Early on, Cripple Creek and Victor both sported grand opera houses, providing much needed access to theatre, music and art. Such notable acts as Texas Guinan, Lily Langtree and Groucho Marx all performed in early Cripple Creek at one time or another.

Located on Meyer’s Avenue in the heart of the red light district, The Grande Opera House produced some of the most elegant, refined and tasteful entertainment in the whole of the district. Its ruins remind today’s visitors of the gold days gone by when going to the opera was a typical mining camp social event. There was also the Lyric Opera House where in 1913, the lowest of miners and highest of society rubbed elbows to watch George Coplen fight the famed Jack Dempsey.

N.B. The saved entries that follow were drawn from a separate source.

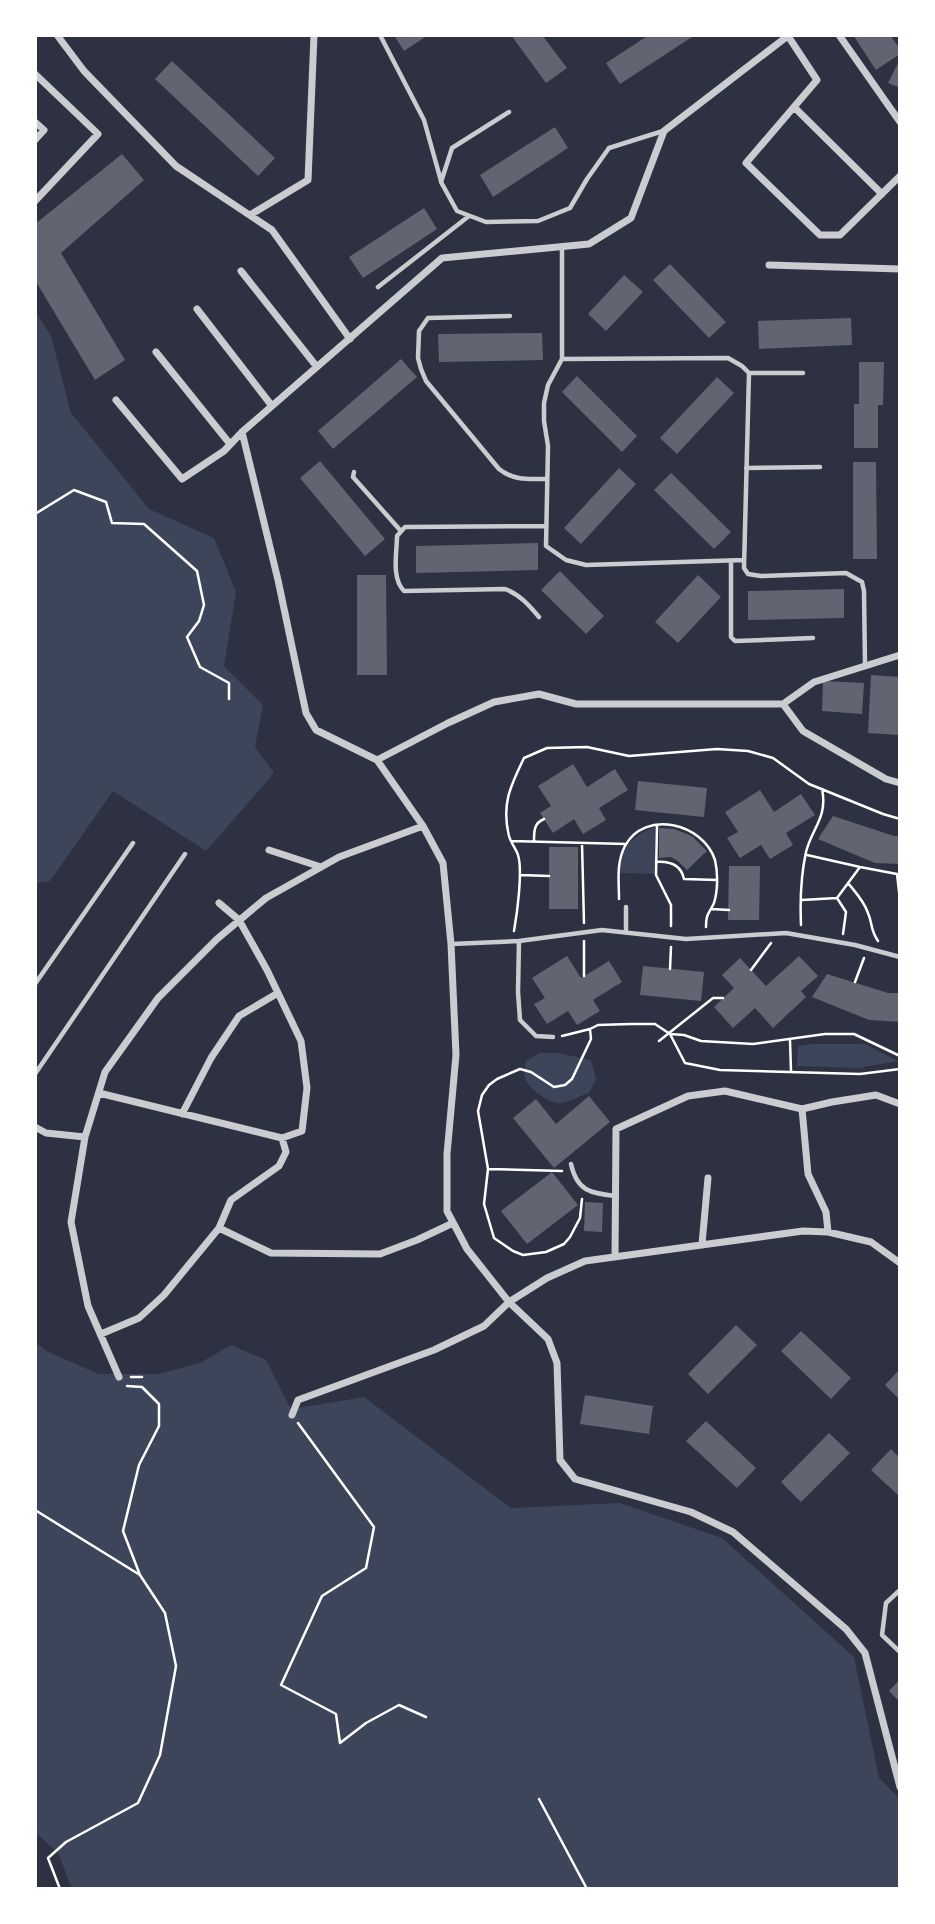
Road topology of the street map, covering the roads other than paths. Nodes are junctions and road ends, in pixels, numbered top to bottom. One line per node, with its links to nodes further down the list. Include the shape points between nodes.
1 (57, 35): 17 (street, via 84,71 176,166)
2 (314, 35): 17 (street, via 308,180)
3 (380, 35): 14 (lane, via 424,120)
4 (839, 35): 10 (street)
5 (788, 36): 7 (street, via 817,80); 11 (street)
6 (35, 74): 16 (street, via 98,134)
7 (794, 107): 15 (street); 15 (street, via 746,163 820,234 840,235)
8 (509, 112): 14 (lane, via 452,148)
9 (35, 122): 12 (street, via 44,130)
10 (900, 122)
11 (664, 131): 18 (lane, via 608,148 570,208 538,221 486,222); 19 (street, via 631,218 590,244)
12 (35, 140)
13 (900, 176): 15 (street)
14 (441, 182): 18 (lane, via 457,211)
15 (882, 194)
16 (35, 201)
17 (250, 215): 26 (street, via 272,230)
18 (470, 215): 23 (lane)
19 (562, 247): 26 (street, via 442,258); 28 (lane)
20 (769, 265): 21 (street)
21 (900, 270)
22 (241, 271): 29 (street)
23 (377, 286)
24 (197, 309): 33 (street)
25 (510, 316): 39 (lane, via 428,318 419,331 418,358 426,381 499,469 520,479)
26 (350, 338): 29 (street)
27 (156, 352): 35 (street)
28 (562, 359): 30 (lane, via 728,358); 39 (lane, via 544,403)
29 (317, 367): 33 (street)
30 (749, 373): 31 (lane); 37 (lane)
31 (803, 373)
32 (116, 400): 35 (street, via 183,479)
33 (272, 406): 34 (street)
34 (242, 432): 35 (street); 49 (street, via 306,713 316,730)
35 (230, 444)
36 (820, 467): 37 (lane)
37 (746, 468): 42 (lane)
38 (354, 472): 41 (lane, via 353,477)
39 (547, 479): 40 (lane)
40 (545, 526): 41 (lane); 43 (lane, via 546,547 566,560 586,565)
41 (400, 530): 44 (lane, via 397,578 404,591 505,589 522,598)
42 (744, 560): 43 (lane); 47 (lane, via 748,574 846,573 862,582)
43 (730, 561): 45 (lane, via 730,637 736,641)
44 (539, 617)
45 (813, 638)
46 (900, 655): 47 (street)
47 (865, 666): 48 (street, via 814,682)
48 (783, 704): 49 (street, via 576,704 539,694 494,702); 50 (street, via 803,731)
49 (377, 760): 51 (street)
50 (900, 783)
51 (423, 826): 55 (street); 61 (street, via 443,863)
52 (133, 842): 63 (lane)
53 (269, 850): 55 (street)
54 (185, 854): 66 (lane)
55 (321, 867): 58 (street, via 266,898)
56 (219, 903): 58 (street)
57 (626, 907): 59 (lane)
58 (239, 920): 64 (street); 67 (street, via 159,998 105,1072)
59 (626, 932): 60 (lane, via 584,931); 62 (lane, via 686,939 786,933)
60 (516, 941): 61 (lane); 65 (lane, via 520,1020 536,1036)
61 (451, 944): 77 (street, via 456,1055 447,1211)
62 (900, 957)
63 (35, 984)
64 (278, 993): 70 (street, via 239,1016); 73 (street, via 301,1041 307,1088 302,1131)
65 (553, 1037)
66 (35, 1074)
67 (99, 1093): 70 (street); 72 (street)
68 (900, 1104): 69 (street, via 876,1095)
69 (802, 1110): 76 (street, via 725,1091 688,1097 615,1129); 79 (street, via 808,1174 826,1212)
70 (183, 1114): 73 (street)
71 (35, 1127): 72 (street, via 46,1133)
72 (85, 1137): 84 (street, via 71,1222 88,1306)
73 (282, 1138): 78 (street, via 286,1152 279,1166 231,1200)
74 (571, 1164): 76 (lane, via 582,1187)
75 (708, 1178): 80 (street)
76 (616, 1196): 81 (street)
77 (453, 1223): 78 (street, via 380,1254 271,1253); 83 (street, via 467,1249)
78 (219, 1228): 84 (street, via 139,1318)
79 (828, 1232): 80 (street); 82 (street, via 871,1241)
80 (702, 1244): 81 (street)
81 (615, 1257): 83 (street, via 584,1261)
82 (900, 1263)
83 (509, 1302): 86 (street, via 484,1326 434,1350 298,1399); 89 (street, via 548,1339 557,1363 560,1460 575,1479 691,1512 733,1532 846,1629 865,1653)
84 (101, 1334): 85 (street)
85 (119, 1377)
86 (292, 1415)
87 (900, 1590): 88 (lane, via 887,1603 882,1634)
88 (900, 1652)
89 (900, 1787)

Another historical venue that began in the heyday of the gold rush still houses live entertainment today, in the form of live melodrama and professional theater. The "Butte Concert and Beer Hall" premiered in 1896, when proprietors Halbekann & Hertz featured nightly entertainment with a Ladies' Vienna Orchestra. Some time later the theater re-premiered as the Butte Opera House under the management of D.R. McArthur. Within two years, numerous clubs and lodges were sponsoring parties and benefits at the Butte on a regular basis.

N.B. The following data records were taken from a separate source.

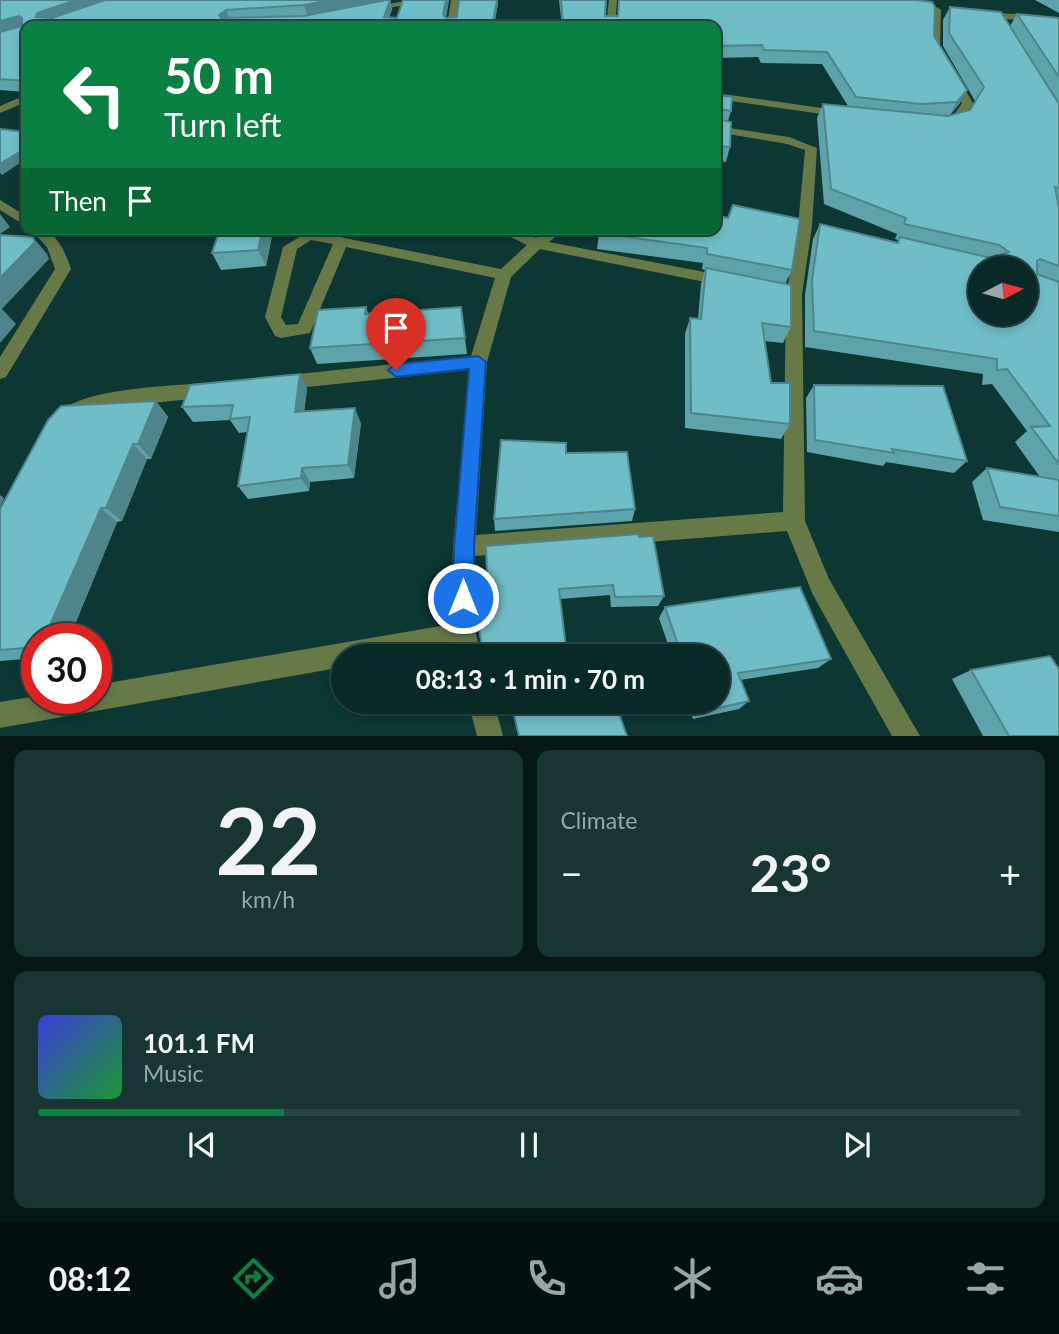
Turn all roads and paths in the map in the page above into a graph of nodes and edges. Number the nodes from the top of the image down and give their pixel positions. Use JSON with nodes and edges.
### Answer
{"nodes":[{"id":1,"x":432,"y":0,"type":"edge"},
{"id":2,"x":455,"y":0,"type":"edge"},
{"id":3,"x":613,"y":0,"type":"edge"},
{"id":4,"x":401,"y":2,"type":"junction"},
{"id":5,"x":358,"y":10,"type":"edge"},
{"id":6,"x":937,"y":10,"type":"edge"},
{"id":7,"x":976,"y":12,"type":"edge"},
{"id":8,"x":397,"y":14,"type":"edge"},
{"id":9,"x":996,"y":17,"type":"junction"},
{"id":10,"x":1059,"y":20,"type":"edge"},
{"id":11,"x":453,"y":21,"type":"edge"},
{"id":12,"x":611,"y":21,"type":"edge"},
{"id":13,"x":1003,"y":29,"type":"edge"},
{"id":14,"x":721,"y":97,"type":"edge"},
{"id":15,"x":21,"y":100,"type":"edge"},
{"id":16,"x":0,"y":110,"type":"edge"},
{"id":17,"x":853,"y":116,"type":"edge"},
{"id":18,"x":932,"y":124,"type":"edge"},
{"id":19,"x":721,"y":130,"type":"edge"},
{"id":20,"x":0,"y":204,"type":"edge"},
{"id":21,"x":21,"y":219,"type":"edge"},
{"id":22,"x":46,"y":235,"type":"edge"},
{"id":23,"x":515,"y":235,"type":"edge"},
{"id":24,"x":550,"y":235,"type":"edge"},
{"id":25,"x":341,"y":242,"type":"junction"},
{"id":26,"x":537,"y":244,"type":"junction"},
{"id":27,"x":504,"y":275,"type":"junction"},
{"id":28,"x":741,"y":285,"type":"edge"},
{"id":29,"x":478,"y":362,"type":"junction"},
{"id":30,"x":0,"y":372,"type":"edge"},
{"id":31,"x":260,"y":384,"type":"edge"},
{"id":32,"x":233,"y":387,"type":"edge"},
{"id":33,"x":55,"y":427,"type":"edge"},
{"id":34,"x":794,"y":521,"type":"junction"},
{"id":35,"x":464,"y":547,"type":"junction"},
{"id":36,"x":466,"y":644,"type":"edge"},
{"id":37,"x":331,"y":665,"type":"edge"},
{"id":38,"x":484,"y":714,"type":"edge"},
{"id":39,"x":0,"y":715,"type":"edge"},
{"id":40,"x":490,"y":736,"type":"edge"},
{"id":41,"x":907,"y":736,"type":"edge"}],
"edges":[{"from":1,"to":4,"type":"street"},
{"from":2,"to":11,"type":"street"},
{"from":3,"to":12,"type":"street"},
{"from":4,"to":5,"type":"street"},
{"from":4,"to":8,"type":"street"},
{"from":6,"to":18,"type":"street"},
{"from":7,"to":9,"type":"street"},
{"from":9,"to":10,"type":"street"},
{"from":9,"to":13,"type":"street"},
{"from":14,"to":17,"type":"street"},
{"from":15,"to":16,"type":"street"},
{"from":19,"to":34,"type":"street"},
{"from":20,"to":21,"type":"street"},
{"from":22,"to":30,"type":"street"},
{"from":23,"to":26,"type":"street"},
{"from":24,"to":26,"type":"street"},
{"from":25,"to":25,"type":"street"},
{"from":25,"to":27,"type":"street"},
{"from":26,"to":27,"type":"street"},
{"from":26,"to":28,"type":"street"},
{"from":27,"to":29,"type":"street"},
{"from":29,"to":31,"type":"street"},
{"from":29,"to":35,"type":"street"},
{"from":32,"to":33,"type":"street"},
{"from":34,"to":35,"type":"street"},
{"from":34,"to":41,"type":"street"},
{"from":35,"to":36,"type":"street"},
{"from":37,"to":39,"type":"street"},
{"from":38,"to":40,"type":"street"}]}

The opera house experienced limited success, and over the next several years underwent a series of makeovers; first it was transformed into the Butte Hall Dancing Academy, followed by The Watt Brothers Furniture Company, back to a theatre (this time under the name Teller Hall,) onto a skating rink, a secondhand store, a weapons cache (the space was then called The Armory,) an auto garage, home of the Cripple Creek Auto Company, and eventually fell into disuse, mainly a storage facility for the fire department located below.